» **Data shown**:
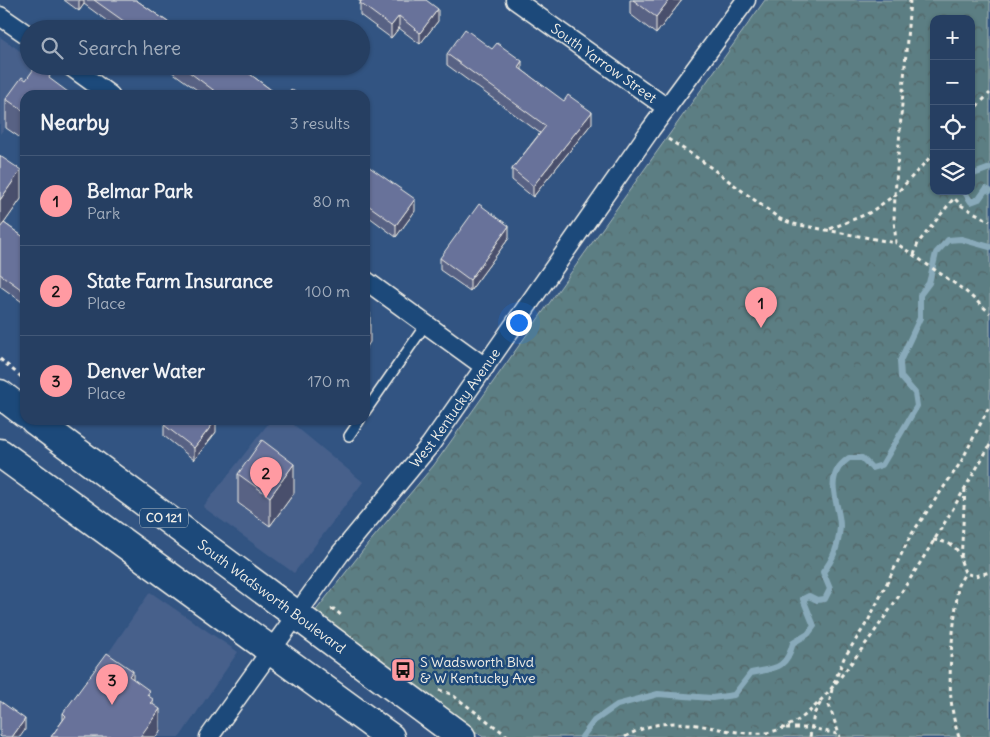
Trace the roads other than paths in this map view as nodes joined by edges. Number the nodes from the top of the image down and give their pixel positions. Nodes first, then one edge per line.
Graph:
1 (515, 0) edge
2 (746, 0) edge
3 (0, 16) edge
4 (20, 30) edge
5 (82, 75) edge
6 (103, 90) edge
7 (667, 108) junction
8 (370, 284) edge
9 (426, 324) junction
10 (485, 367) junction
11 (0, 394) edge
12 (370, 405) edge
13 (20, 409) edge
14 (41, 425) edge
15 (357, 425) edge
16 (349, 436) dead end
17 (0, 453) edge
18 (294, 615) junction
19 (271, 649) junction
20 (209, 737) edge
21 (390, 737) edge
22 (461, 737) edge

1 - 7 street, South Yarrow Street
2 - 7 street, West Kentucky Avenue
3 - 4 street
5 - 6 street
7 - 10 street, West Kentucky Avenue
8 - 9 street
9 - 10 street
9 - 12 lane
10 - 18 street, West Kentucky Avenue
11 - 13 main road
14 - 18 main road, South Wadsworth Boulevard / CO 121
15 - 16 lane
17 - 19 main road
18 - 19 street, West Kentucky Avenue
18 - 22 main road, South Wadsworth Boulevard / CO 121
19 - 20 street, West Kentucky Avenue
19 - 21 main road

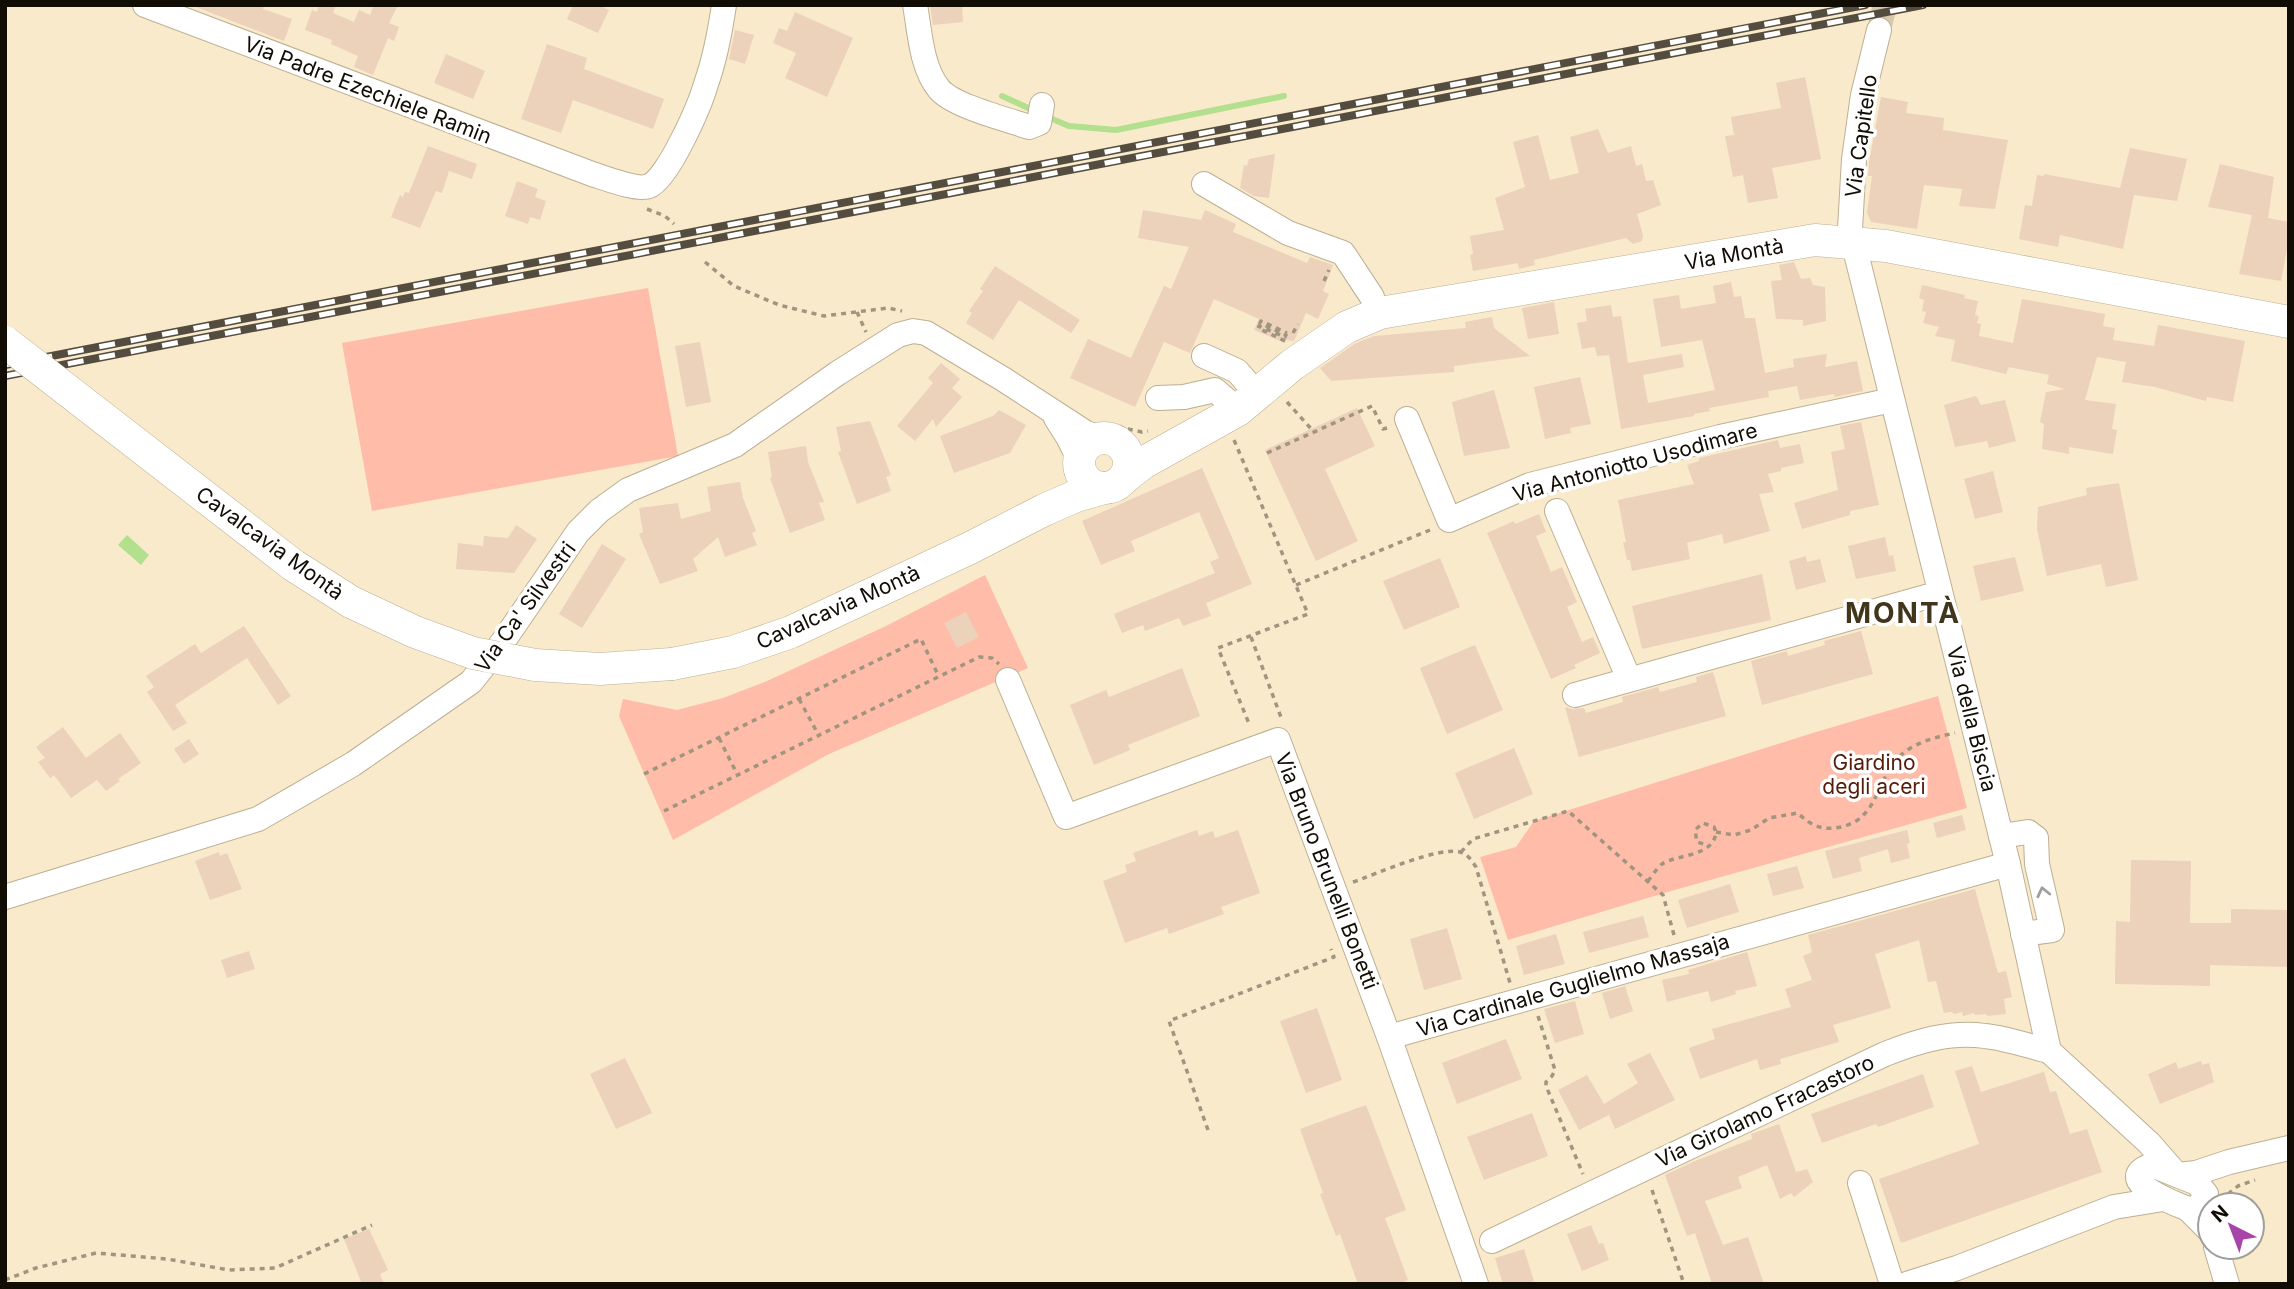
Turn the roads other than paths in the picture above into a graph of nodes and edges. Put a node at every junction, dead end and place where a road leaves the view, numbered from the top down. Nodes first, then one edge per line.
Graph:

» **Instructions for the task**:
Begin with the line that contains "Turn the roads" and quote each line after it exactly, stopping after the last line of the data.

» **Written response**:
Turn the roads other than paths in the picture above into a graph of nodes and edges. Put a node at every junction, dead end and place where a road leaves the view, numbered from the top down. Nodes first, then one edge per line.
Graph:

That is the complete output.